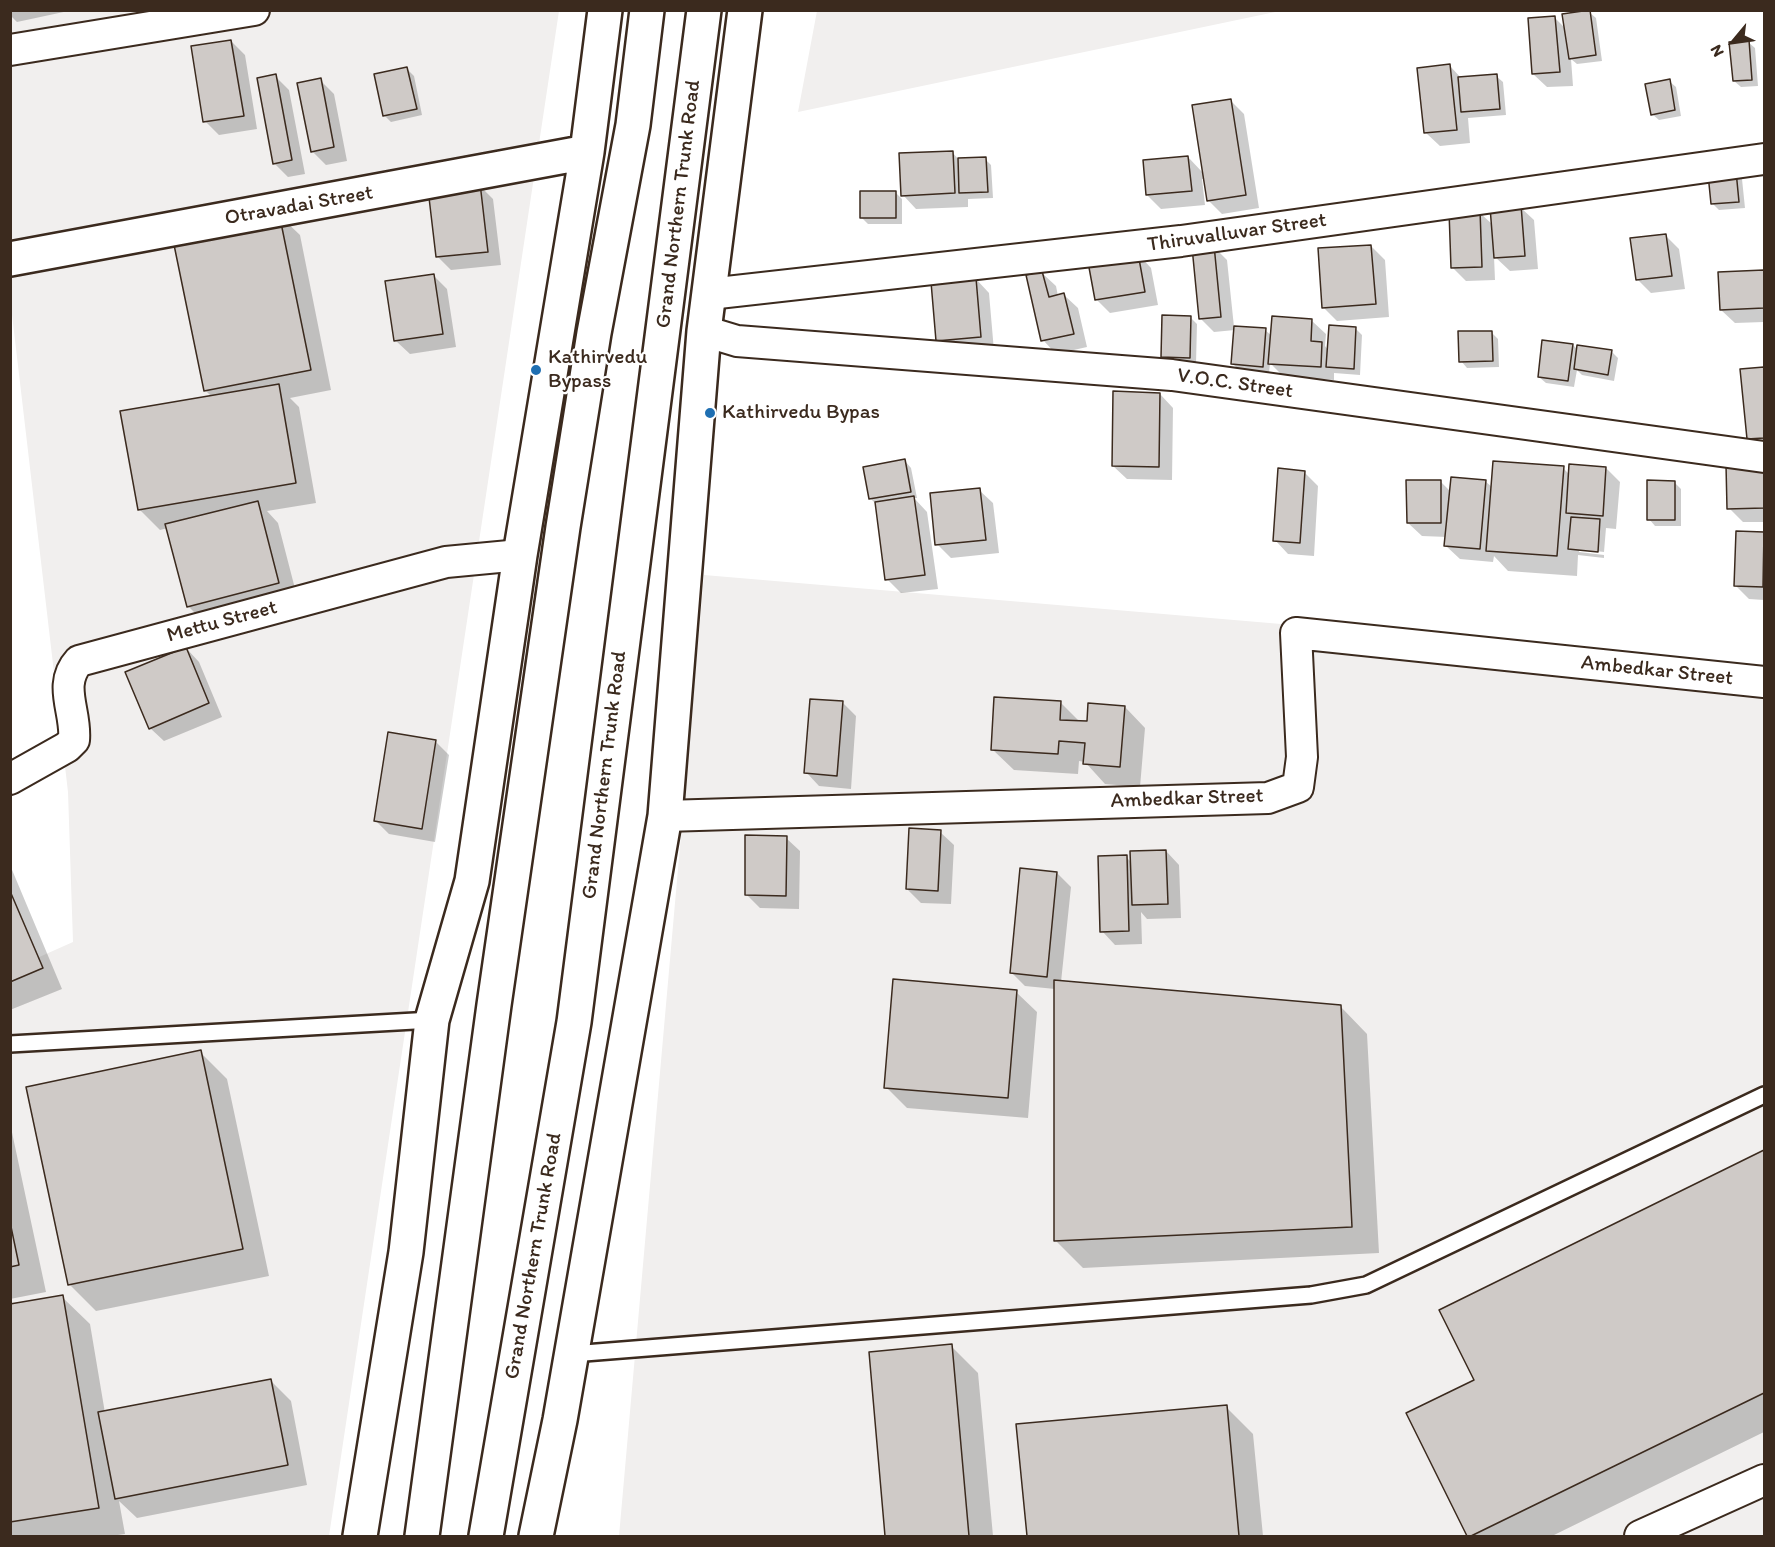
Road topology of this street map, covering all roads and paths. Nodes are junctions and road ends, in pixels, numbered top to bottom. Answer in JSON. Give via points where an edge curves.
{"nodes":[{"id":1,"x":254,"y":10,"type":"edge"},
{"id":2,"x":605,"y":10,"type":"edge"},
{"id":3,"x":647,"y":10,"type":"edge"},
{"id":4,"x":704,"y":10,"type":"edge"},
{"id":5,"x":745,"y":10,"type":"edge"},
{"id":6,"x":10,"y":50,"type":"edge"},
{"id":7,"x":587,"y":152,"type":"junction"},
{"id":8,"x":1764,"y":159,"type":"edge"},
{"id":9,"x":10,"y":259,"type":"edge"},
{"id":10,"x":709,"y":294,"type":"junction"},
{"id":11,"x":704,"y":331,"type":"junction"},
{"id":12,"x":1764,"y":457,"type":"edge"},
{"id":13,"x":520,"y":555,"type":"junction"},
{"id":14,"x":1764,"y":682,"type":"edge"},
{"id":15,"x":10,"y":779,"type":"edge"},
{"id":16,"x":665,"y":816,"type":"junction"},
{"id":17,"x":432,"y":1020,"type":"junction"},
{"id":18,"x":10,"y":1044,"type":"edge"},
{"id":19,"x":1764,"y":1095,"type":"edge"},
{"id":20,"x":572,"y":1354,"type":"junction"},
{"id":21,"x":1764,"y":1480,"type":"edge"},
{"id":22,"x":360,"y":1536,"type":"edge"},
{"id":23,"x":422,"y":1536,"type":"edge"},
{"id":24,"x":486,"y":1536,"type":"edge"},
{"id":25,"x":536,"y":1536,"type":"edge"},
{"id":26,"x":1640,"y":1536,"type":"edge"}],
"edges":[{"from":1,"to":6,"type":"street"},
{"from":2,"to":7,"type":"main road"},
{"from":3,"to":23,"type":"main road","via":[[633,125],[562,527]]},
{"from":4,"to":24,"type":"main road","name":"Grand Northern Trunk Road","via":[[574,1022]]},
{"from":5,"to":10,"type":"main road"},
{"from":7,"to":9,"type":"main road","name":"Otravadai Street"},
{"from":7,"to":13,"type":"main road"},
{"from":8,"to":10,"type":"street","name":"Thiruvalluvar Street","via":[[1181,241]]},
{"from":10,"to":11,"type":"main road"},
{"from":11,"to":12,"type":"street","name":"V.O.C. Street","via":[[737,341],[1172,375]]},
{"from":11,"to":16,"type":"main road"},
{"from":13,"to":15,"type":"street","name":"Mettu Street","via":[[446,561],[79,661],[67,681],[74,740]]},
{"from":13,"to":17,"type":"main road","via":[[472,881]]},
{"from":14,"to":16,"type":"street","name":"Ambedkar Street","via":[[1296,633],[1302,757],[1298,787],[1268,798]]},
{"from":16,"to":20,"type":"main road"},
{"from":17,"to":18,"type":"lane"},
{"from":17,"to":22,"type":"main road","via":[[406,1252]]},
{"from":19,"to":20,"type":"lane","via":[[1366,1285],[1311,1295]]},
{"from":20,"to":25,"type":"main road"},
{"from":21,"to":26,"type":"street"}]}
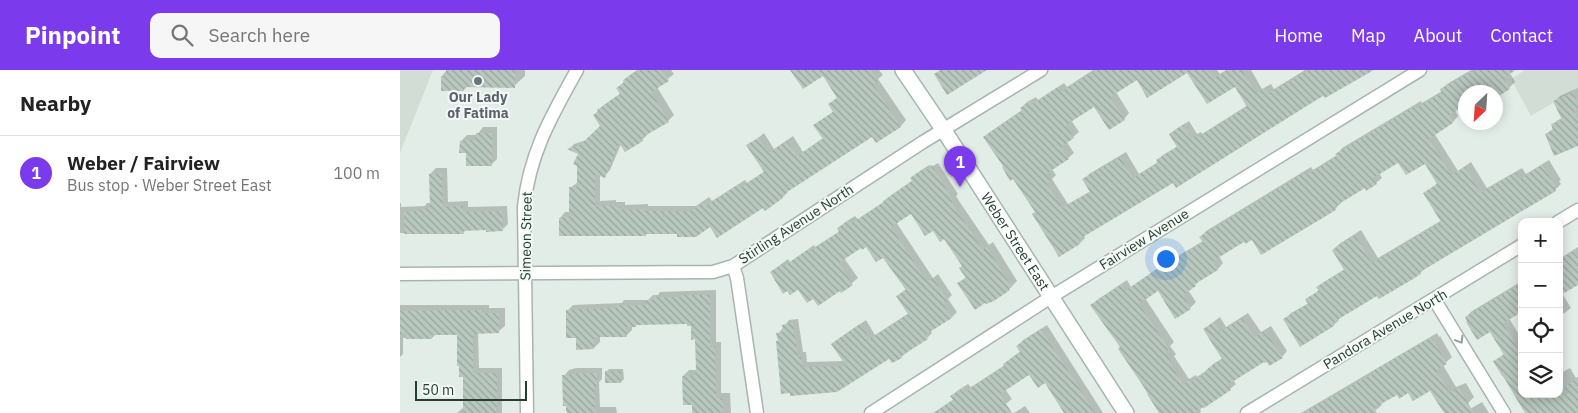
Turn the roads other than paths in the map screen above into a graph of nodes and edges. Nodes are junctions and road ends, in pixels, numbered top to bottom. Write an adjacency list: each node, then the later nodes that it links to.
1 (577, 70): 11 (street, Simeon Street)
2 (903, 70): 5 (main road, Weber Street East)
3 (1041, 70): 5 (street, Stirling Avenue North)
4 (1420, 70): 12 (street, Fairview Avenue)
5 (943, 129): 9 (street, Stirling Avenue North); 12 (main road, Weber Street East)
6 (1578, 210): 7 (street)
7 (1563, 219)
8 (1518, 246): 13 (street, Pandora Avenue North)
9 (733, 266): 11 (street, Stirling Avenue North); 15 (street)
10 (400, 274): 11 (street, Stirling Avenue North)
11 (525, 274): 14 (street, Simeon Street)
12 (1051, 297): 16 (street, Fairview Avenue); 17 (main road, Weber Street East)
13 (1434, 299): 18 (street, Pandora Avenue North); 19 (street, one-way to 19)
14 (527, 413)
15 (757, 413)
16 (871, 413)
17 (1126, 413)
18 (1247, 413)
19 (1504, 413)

DESCRIPTION OF THE TASK: The output should be exactly the lines from the one containing "Turn the roads" to the final line of the listing above, inclusive.

REPLY:
Turn the roads other than paths in the map screen above into a graph of nodes and edges. Nodes are junctions and road ends, in pixels, numbered top to bottom. Write an adjacency list: each node, then the later nodes that it links to.
1 (577, 70): 11 (street, Simeon Street)
2 (903, 70): 5 (main road, Weber Street East)
3 (1041, 70): 5 (street, Stirling Avenue North)
4 (1420, 70): 12 (street, Fairview Avenue)
5 (943, 129): 9 (street, Stirling Avenue North); 12 (main road, Weber Street East)
6 (1578, 210): 7 (street)
7 (1563, 219)
8 (1518, 246): 13 (street, Pandora Avenue North)
9 (733, 266): 11 (street, Stirling Avenue North); 15 (street)
10 (400, 274): 11 (street, Stirling Avenue North)
11 (525, 274): 14 (street, Simeon Street)
12 (1051, 297): 16 (street, Fairview Avenue); 17 (main road, Weber Street East)
13 (1434, 299): 18 (street, Pandora Avenue North); 19 (street, one-way to 19)
14 (527, 413)
15 (757, 413)
16 (871, 413)
17 (1126, 413)
18 (1247, 413)
19 (1504, 413)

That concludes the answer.